Only one official has ever been impeached in Wisconsin history: state circuit judge Levi Hubbell, in 1853. He was not convicted.

==Impeachment law==
The impeachment power is defined in Article VII, Section 1, of the Constitution of Wisconsin, which reads, in its entirety:

The court for the trial of impeachments shall be composed of the senate. The assembly shall have the power of impeaching all civil officers of this state for corrupt conduct in office, or for crimes and misdemeanors; but a majority of all the members elected shall concur in an impeachment. On the trial of an impeachment against the governor, the lieutenant governor shall not act as a member of the court. No judicial officer shall exercise his office, after he shall have been impeached, until his acquittal. Before the trial of an impeachment the members of the court shall take an oath or affirmation truly and impartially to try the impeachment according to evidence; and no person shall be convicted without the concurrence of two−thirds of the members present. Judgment in cases of impeachment shall not extend further than to removal from office, or removal from office and disqualification to hold any office of honor, profit or trust under the state; but the party impeached shall be liable to indictment, trial and punishment according to law.
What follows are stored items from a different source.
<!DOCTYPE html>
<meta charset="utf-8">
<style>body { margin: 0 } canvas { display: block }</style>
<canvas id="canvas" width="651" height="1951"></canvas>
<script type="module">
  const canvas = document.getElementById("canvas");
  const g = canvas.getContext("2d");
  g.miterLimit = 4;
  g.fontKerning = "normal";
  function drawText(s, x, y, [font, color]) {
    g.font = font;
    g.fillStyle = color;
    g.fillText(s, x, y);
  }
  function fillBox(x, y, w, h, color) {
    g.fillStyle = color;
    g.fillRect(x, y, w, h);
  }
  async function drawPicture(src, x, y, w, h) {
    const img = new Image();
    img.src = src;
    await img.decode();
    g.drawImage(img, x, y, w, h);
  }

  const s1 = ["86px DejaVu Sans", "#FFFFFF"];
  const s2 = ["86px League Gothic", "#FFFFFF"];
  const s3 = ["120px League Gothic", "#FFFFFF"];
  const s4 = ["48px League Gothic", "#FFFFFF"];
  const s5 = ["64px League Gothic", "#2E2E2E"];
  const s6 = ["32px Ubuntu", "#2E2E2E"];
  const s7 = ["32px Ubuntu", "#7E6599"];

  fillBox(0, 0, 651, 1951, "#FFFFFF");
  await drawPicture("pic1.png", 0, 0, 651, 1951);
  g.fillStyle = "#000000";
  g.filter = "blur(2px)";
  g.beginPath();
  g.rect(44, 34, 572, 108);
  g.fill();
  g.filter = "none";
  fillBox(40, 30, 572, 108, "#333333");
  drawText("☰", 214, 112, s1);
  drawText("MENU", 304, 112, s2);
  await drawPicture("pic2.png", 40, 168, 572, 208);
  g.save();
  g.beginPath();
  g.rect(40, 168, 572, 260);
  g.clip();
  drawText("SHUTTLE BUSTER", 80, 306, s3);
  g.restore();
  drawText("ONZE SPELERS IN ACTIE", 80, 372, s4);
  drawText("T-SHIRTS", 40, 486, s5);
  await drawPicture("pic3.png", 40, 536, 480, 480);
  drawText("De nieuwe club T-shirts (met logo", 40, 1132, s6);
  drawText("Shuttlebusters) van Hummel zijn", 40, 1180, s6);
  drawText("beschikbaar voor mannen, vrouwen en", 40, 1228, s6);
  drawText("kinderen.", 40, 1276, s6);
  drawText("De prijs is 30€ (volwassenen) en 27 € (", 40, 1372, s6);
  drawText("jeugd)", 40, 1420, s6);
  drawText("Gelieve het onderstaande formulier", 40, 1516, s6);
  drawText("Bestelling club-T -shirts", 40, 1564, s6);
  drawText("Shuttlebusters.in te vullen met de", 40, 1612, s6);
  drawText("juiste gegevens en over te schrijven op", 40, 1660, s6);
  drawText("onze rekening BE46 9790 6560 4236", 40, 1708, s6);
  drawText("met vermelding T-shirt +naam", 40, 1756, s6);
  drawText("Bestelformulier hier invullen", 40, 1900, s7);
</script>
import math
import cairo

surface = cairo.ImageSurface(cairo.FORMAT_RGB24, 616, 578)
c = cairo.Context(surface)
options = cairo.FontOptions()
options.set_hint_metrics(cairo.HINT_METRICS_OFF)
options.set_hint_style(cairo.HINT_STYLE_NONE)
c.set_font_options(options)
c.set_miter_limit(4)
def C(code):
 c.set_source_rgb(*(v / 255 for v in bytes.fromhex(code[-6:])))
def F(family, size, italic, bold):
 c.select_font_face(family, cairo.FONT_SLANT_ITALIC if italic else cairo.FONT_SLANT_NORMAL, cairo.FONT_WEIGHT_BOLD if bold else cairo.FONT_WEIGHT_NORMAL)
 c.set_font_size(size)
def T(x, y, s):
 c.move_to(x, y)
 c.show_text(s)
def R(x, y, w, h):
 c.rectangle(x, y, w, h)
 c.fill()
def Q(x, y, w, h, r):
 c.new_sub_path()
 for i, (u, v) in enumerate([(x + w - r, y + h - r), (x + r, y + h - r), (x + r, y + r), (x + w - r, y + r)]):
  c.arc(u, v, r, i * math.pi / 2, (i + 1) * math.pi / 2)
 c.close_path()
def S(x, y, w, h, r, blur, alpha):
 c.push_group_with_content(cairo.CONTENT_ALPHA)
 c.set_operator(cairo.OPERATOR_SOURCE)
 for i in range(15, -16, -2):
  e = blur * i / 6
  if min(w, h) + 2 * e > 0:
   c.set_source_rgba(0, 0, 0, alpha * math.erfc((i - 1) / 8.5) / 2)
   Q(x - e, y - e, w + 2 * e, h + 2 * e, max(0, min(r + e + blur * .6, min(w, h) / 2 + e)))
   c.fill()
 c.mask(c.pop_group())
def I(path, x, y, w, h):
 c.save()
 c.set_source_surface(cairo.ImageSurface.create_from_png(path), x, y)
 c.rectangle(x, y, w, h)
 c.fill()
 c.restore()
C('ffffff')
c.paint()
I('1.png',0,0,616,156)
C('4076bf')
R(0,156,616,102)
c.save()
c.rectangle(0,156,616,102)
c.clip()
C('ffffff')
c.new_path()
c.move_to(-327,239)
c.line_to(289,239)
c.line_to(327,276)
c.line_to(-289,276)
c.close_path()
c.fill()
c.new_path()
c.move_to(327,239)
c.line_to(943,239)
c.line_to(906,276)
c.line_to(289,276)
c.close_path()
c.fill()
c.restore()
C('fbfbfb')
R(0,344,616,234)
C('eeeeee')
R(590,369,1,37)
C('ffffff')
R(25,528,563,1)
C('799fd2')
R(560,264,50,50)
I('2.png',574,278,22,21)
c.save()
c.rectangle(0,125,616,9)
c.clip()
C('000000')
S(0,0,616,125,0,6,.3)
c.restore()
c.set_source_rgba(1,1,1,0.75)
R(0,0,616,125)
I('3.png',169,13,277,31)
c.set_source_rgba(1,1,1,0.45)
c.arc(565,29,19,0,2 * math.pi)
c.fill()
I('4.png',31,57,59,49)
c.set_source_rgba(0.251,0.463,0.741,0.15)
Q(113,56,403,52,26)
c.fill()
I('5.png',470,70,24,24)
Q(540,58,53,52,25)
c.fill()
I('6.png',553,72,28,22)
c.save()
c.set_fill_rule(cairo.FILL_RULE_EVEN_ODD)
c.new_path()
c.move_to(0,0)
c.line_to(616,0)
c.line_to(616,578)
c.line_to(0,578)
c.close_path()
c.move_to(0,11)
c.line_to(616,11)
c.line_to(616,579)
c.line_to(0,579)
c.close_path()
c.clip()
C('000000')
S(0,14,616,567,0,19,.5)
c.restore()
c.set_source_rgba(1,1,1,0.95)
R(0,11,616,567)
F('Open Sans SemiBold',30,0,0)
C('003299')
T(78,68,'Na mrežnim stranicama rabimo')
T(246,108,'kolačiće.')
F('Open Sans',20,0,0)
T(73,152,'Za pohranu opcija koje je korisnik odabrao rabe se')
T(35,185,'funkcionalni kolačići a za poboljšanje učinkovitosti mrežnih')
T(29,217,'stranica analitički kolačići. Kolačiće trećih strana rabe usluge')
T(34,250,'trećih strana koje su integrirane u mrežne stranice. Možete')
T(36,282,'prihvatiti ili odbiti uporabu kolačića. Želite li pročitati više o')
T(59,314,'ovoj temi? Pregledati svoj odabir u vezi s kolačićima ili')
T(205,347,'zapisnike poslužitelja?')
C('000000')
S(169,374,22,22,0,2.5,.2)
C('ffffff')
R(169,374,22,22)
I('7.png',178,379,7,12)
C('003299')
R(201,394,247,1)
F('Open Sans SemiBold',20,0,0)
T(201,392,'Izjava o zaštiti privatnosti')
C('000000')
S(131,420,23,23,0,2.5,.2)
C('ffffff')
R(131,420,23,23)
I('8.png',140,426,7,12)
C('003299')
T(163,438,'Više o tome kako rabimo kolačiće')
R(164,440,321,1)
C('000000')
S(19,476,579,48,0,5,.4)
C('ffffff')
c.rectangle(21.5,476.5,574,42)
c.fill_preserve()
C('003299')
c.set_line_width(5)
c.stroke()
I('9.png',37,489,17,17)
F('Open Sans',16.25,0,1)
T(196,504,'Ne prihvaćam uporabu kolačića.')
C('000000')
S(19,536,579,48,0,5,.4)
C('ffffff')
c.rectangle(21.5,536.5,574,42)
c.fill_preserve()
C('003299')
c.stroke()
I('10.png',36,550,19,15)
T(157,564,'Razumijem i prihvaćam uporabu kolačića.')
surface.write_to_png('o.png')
Impeachment in Wisconsin applies to civil officers of the state. However "civil officers" is a term that is not defined. The constitutional grounds for an impeachment are "corrupt conduct in office or for the commission of a crime or misdemeanor."

Impeachment is a two-step process, consisting of a vote in the State Assembly followed by an impeachment trial in the Senate. An impeachment vote in the Assembly requires a vote of the majority of the entire membership. In order to convict in an impeachment trial, two-thirds of senators present must vote to convict.

A conviction will remove an official from their office, and the Senate can choose whether to impose the additional penalty of disqualification from future office. The constitution specifically states that these are the only penalties possible through impeachment, but allows that an impeached officer can separately be liable to indictment and trial through the normal criminal or civil process for the same conduct.

For gubernatorial impeachments, the lieutenant governor is prohibited from presiding or participating in the trial. Impeached judicial officers are suspended from their office until the judgement of the trial.

==Other means of removal in Wisconsin==
===Address (judges)===
Wisconsin's constitution includes a separate, broader, impeachment-like option for removal of judges, known as "removal by address". This power is defined in Article VII, Section 13, of the constitution, which reads:

Any justice or judge may be removed from office by address of both chambers of the legislature, if two−thirds of all the members elected to each house concur therein, but no removal shall be made by virtue of this section unless the justice or judge complained of is served with a copy of the charges, as the ground of address, and has had an opportunity of being heard. On the question of removal, the ayes and noes shall be entered on the journals.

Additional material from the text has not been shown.